O juiz comentou: “(me aposentei) pelas denúncias que eu fiz. Na arbitragem, como em outras atividades, as pessoas têm que saber quais são seus limites. Nesse momento, não tive dúvidas de qual era o caminho a seguir. É claro que me mortificou essa decisão. Às vezes, o dever-ser te faz tomar decisões que atentam contra teu próprio interesse”. Coincidência ou não, por pior tecnicamente que estivessem, enquanto o monopólio televisivo foi da TyC o Ferro Carril Oeste caiu em 2000, o Platense em 1999 (ambos não voltaram à elite desde então e chegaram a passar pela terceirona), o Huracán também em 1999 (e em 2003) e o Argentinos Jrs em 1996 e 2001.

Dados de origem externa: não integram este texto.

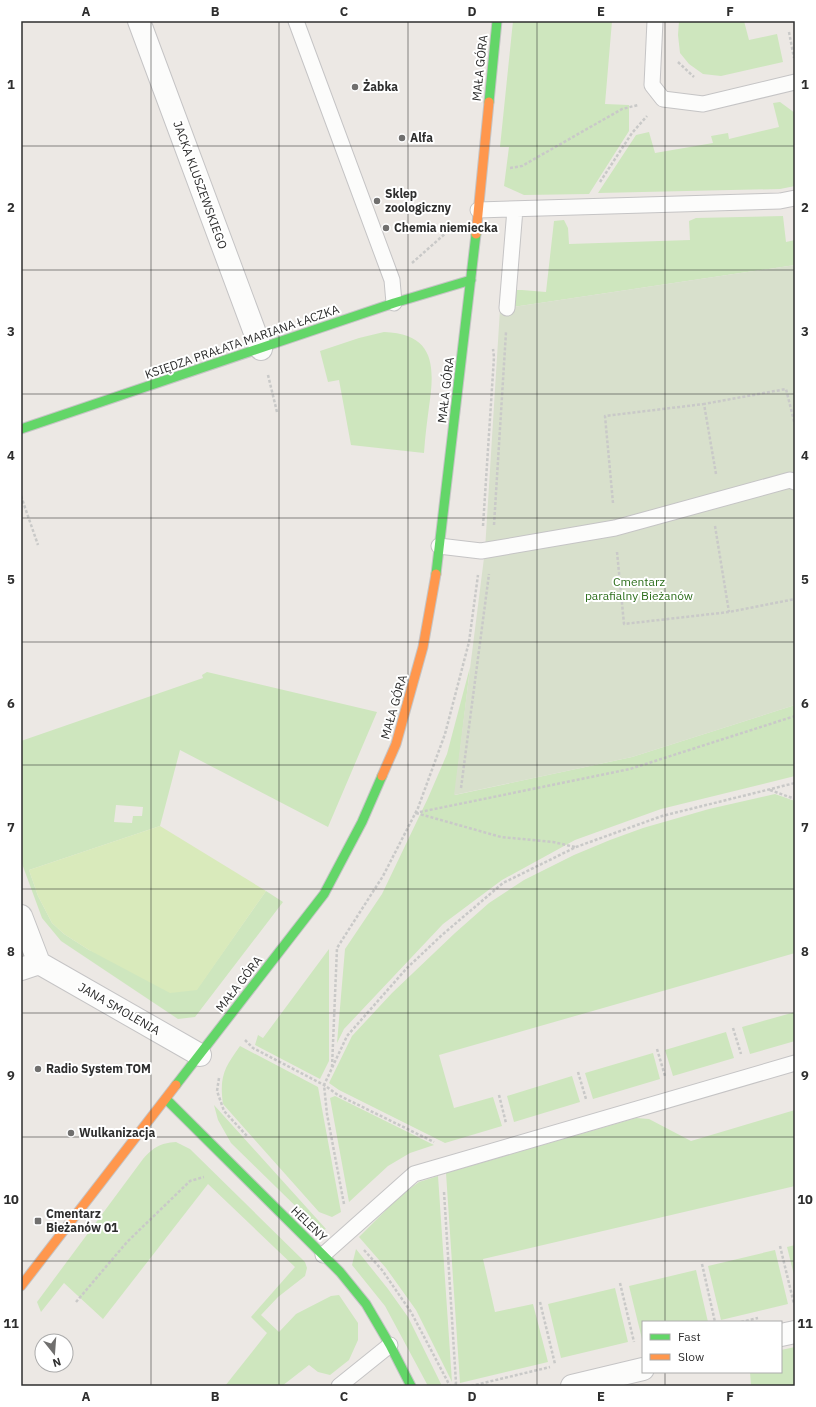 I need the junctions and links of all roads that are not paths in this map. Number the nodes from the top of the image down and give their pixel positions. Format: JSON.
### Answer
{"nodes":[{"id":1,"x":139,"y":21,"type":"edge"},
{"id":2,"x":296,"y":21,"type":"edge"},
{"id":3,"x":497,"y":21,"type":"edge"},
{"id":4,"x":654,"y":21,"type":"edge"},
{"id":5,"x":795,"y":82,"type":"edge"},
{"id":6,"x":795,"y":198,"type":"edge"},
{"id":7,"x":515,"y":209,"type":"junction"},
{"id":8,"x":478,"y":210,"type":"junction"},
{"id":9,"x":471,"y":280,"type":"junction"},
{"id":10,"x":394,"y":303,"type":"junction"},
{"id":11,"x":507,"y":308,"type":"dead end"},
{"id":12,"x":261,"y":349,"type":"junction"},
{"id":13,"x":21,"y":429,"type":"edge"},
{"id":14,"x":795,"y":482,"type":"edge"},
{"id":15,"x":439,"y":546,"type":"junction"},
{"id":16,"x":21,"y":916,"type":"edge"},
{"id":17,"x":30,"y":966,"type":"edge"},
{"id":18,"x":200,"y":1055,"type":"junction"},
{"id":19,"x":795,"y":1063,"type":"edge"},
{"id":20,"x":166,"y":1100,"type":"junction"},
{"id":21,"x":323,"y":1255,"type":"junction"},
{"id":22,"x":21,"y":1286,"type":"edge"},
{"id":23,"x":795,"y":1332,"type":"edge"},
{"id":24,"x":782,"y":1335,"type":"edge"},
{"id":25,"x":390,"y":1345,"type":"junction"},
{"id":26,"x":642,"y":1369,"type":"edge"},
{"id":27,"x":339,"y":1386,"type":"edge"},
{"id":28,"x":411,"y":1386,"type":"edge"},
{"id":29,"x":572,"y":1386,"type":"edge"}],
"edges":[{"from":1,"to":12,"type":"street","name":"JACKA KLUSZEWSKIEGO"},
{"from":2,"to":10,"type":"lane"},
{"from":3,"to":8,"type":"street","name":"MAŁA GÓRA"},
{"from":4,"to":5,"type":"lane"},
{"from":6,"to":7,"type":"lane"},
{"from":7,"to":8,"type":"lane"},
{"from":7,"to":11,"type":"lane"},
{"from":8,"to":9,"type":"street","name":"MAŁA GÓRA"},
{"from":9,"to":10,"type":"street","name":"KSIĘDZA PRAŁATA MARIANA ŁACZKA"},
{"from":9,"to":15,"type":"street","name":"MAŁA GÓRA"},
{"from":10,"to":12,"type":"street","name":"KSIĘDZA PRAŁATA MARIANA ŁACZKA"},
{"from":12,"to":13,"type":"street","name":"KSIĘDZA PRAŁATA MARIANA ŁACZKA"},
{"from":14,"to":15,"type":"lane"},
{"from":15,"to":18,"type":"street","name":"MAŁA GÓRA"},
{"from":16,"to":17,"type":"street","name":"JANA SMOLENIA"},
{"from":17,"to":18,"type":"street","name":"JANA SMOLENIA"},
{"from":18,"to":20,"type":"street","name":"MAŁA GÓRA"},
{"from":19,"to":21,"type":"lane"},
{"from":20,"to":21,"type":"street","name":"HELENY"},
{"from":20,"to":22,"type":"street","name":"MAŁA GÓRA"},
{"from":21,"to":25,"type":"street","name":"HELENY"},
{"from":23,"to":24,"type":"street"},
{"from":25,"to":27,"type":"lane"},
{"from":25,"to":28,"type":"street","name":"HELENY"},
{"from":26,"to":29,"type":"street"}]} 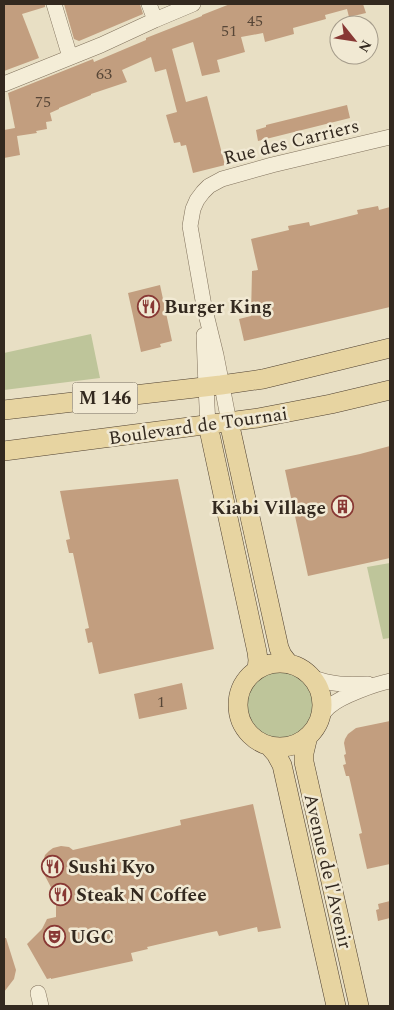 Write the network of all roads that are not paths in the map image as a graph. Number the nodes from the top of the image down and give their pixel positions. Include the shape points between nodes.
1 (54, 4) edge
2 (149, 4) edge
3 (193, 4) edge
4 (155, 20) junction
5 (70, 58) junction
6 (4, 84) edge
7 (390, 137) edge
8 (390, 348) edge
9 (213, 386) junction
10 (390, 390) edge
11 (4, 410) edge
12 (229, 422) junction
13 (208, 425) junction
14 (4, 451) edge
15 (289, 664) junction
16 (257, 670) junction
17 (311, 677) junction
18 (385, 682) edge
19 (319, 718) junction
20 (308, 736) junction
21 (269, 746) junction
22 (336, 1006) edge
23 (359, 1006) edge

1 - 5 street
2 - 4 street
3 - 4 street
4 - 5 street
5 - 6 street
7 - 9 street, Rue des Carriers via 222,179 203,192 193,209 190,226 216,356
8 - 9 main road, Boulevard de Tournai / M 146 via 271,377
9 - 11 main road, Boulevard de Tournai / M 146
9 - 12 street, Rue des Carriers
9 - 13 street, Rue des Carriers
10 - 12 main road, Boulevard de Tournai / M 146
12 - 13 main road, Boulevard de Tournai / M 146
12 - 15 main road via 278,648
13 - 14 main road, Boulevard de Tournai / M 146
13 - 16 main road via 257,652
15 - 16 main road via 272,664
15 - 17 main road
16 - 21 main road via 241,690 238,713 248,733
17 - 18 street via 349,685
17 - 19 main road via 322,705
18 - 19 street via 337,702
19 - 20 main road
20 - 21 main road via 290,746
20 - 23 main road, Avenue de l'Avenir via 304,762
21 - 22 main road, Avenue de l'Avenir via 282,765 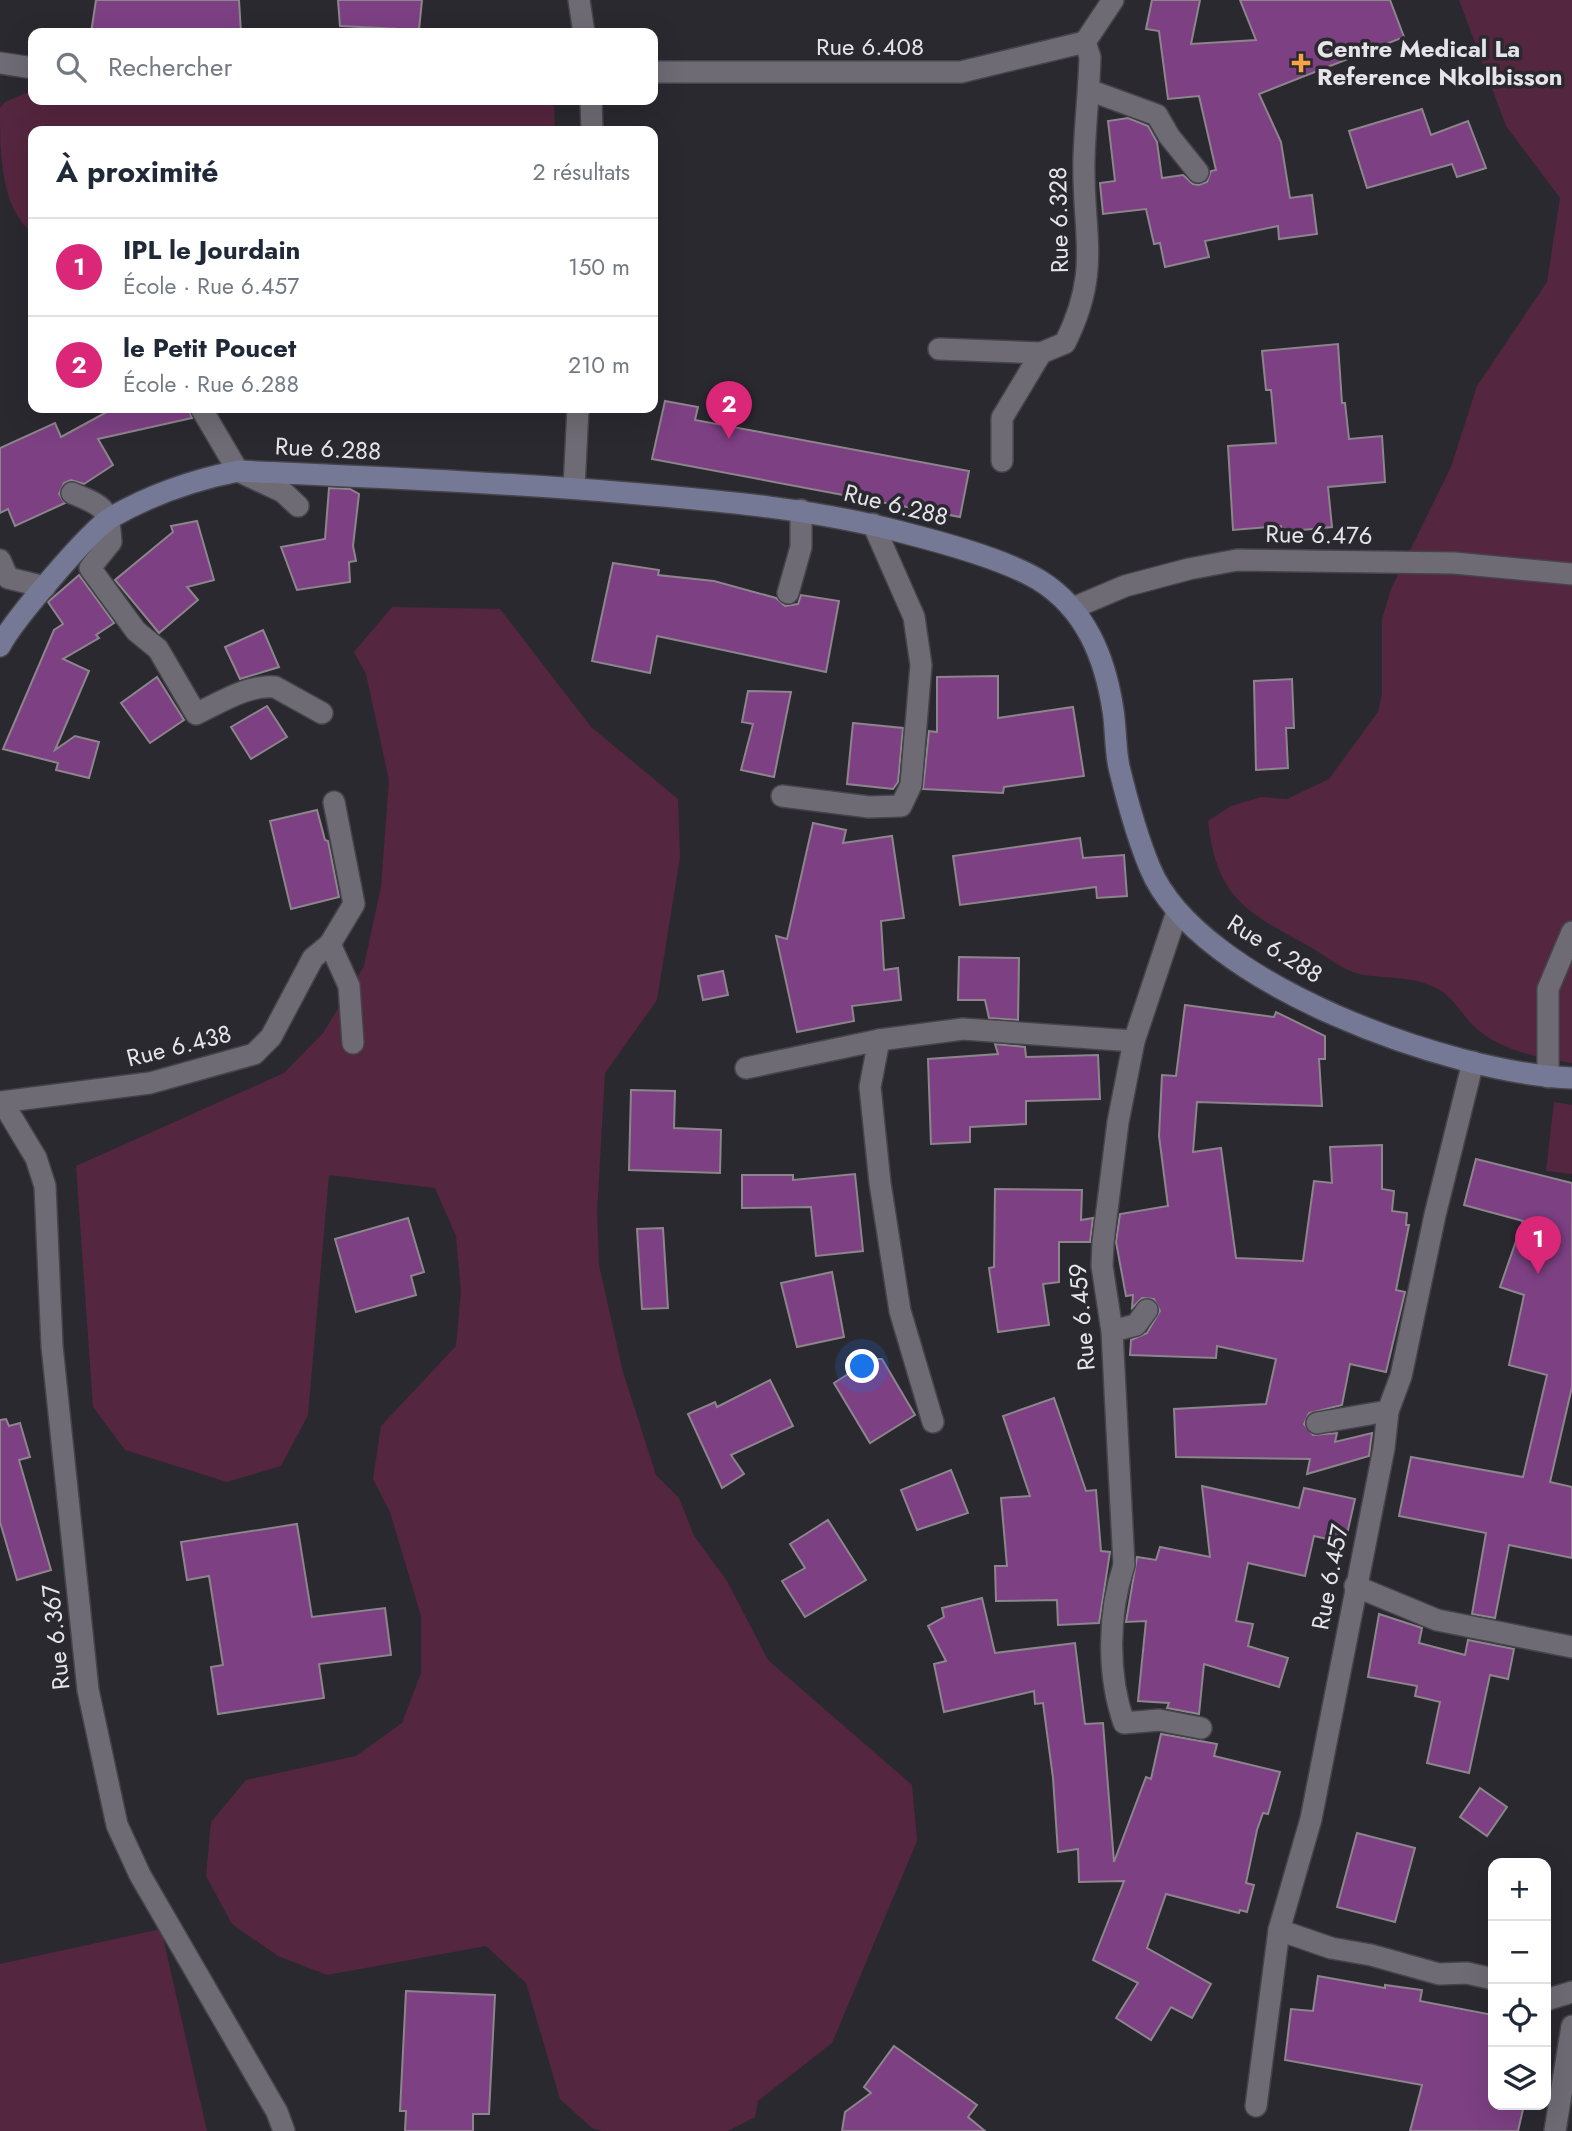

“A energia que gera o mais absoluto convencimento de qual é o caminho correto é a que te faz relevar qualquer tipo de adversidade, por dolorosa que seja. Te sentes totalmente impermeável às pressões (…). Estamos tratando com seres humanos. Por isso, é necessário contar com árbitros críveis e honestamente demonstráveis para que quando cometam um erro, não se tenha dúvidas de que foi um erro e não uma decisão. Com nome e sobrenome: Silvio Trucco. Dirigindo Vélez-River, Teo Gutiérrez deu uma cotovelada na cara de Cubero no nariz de Trucco. Sancionou a falta e deu amarelo a Teo. Se equivocou? Não! Um corpo arbitral pode ser falível e ter limitações, mas com a inquebrável segurança de que quando erra é produto de um equívoco e não de uma eleição”.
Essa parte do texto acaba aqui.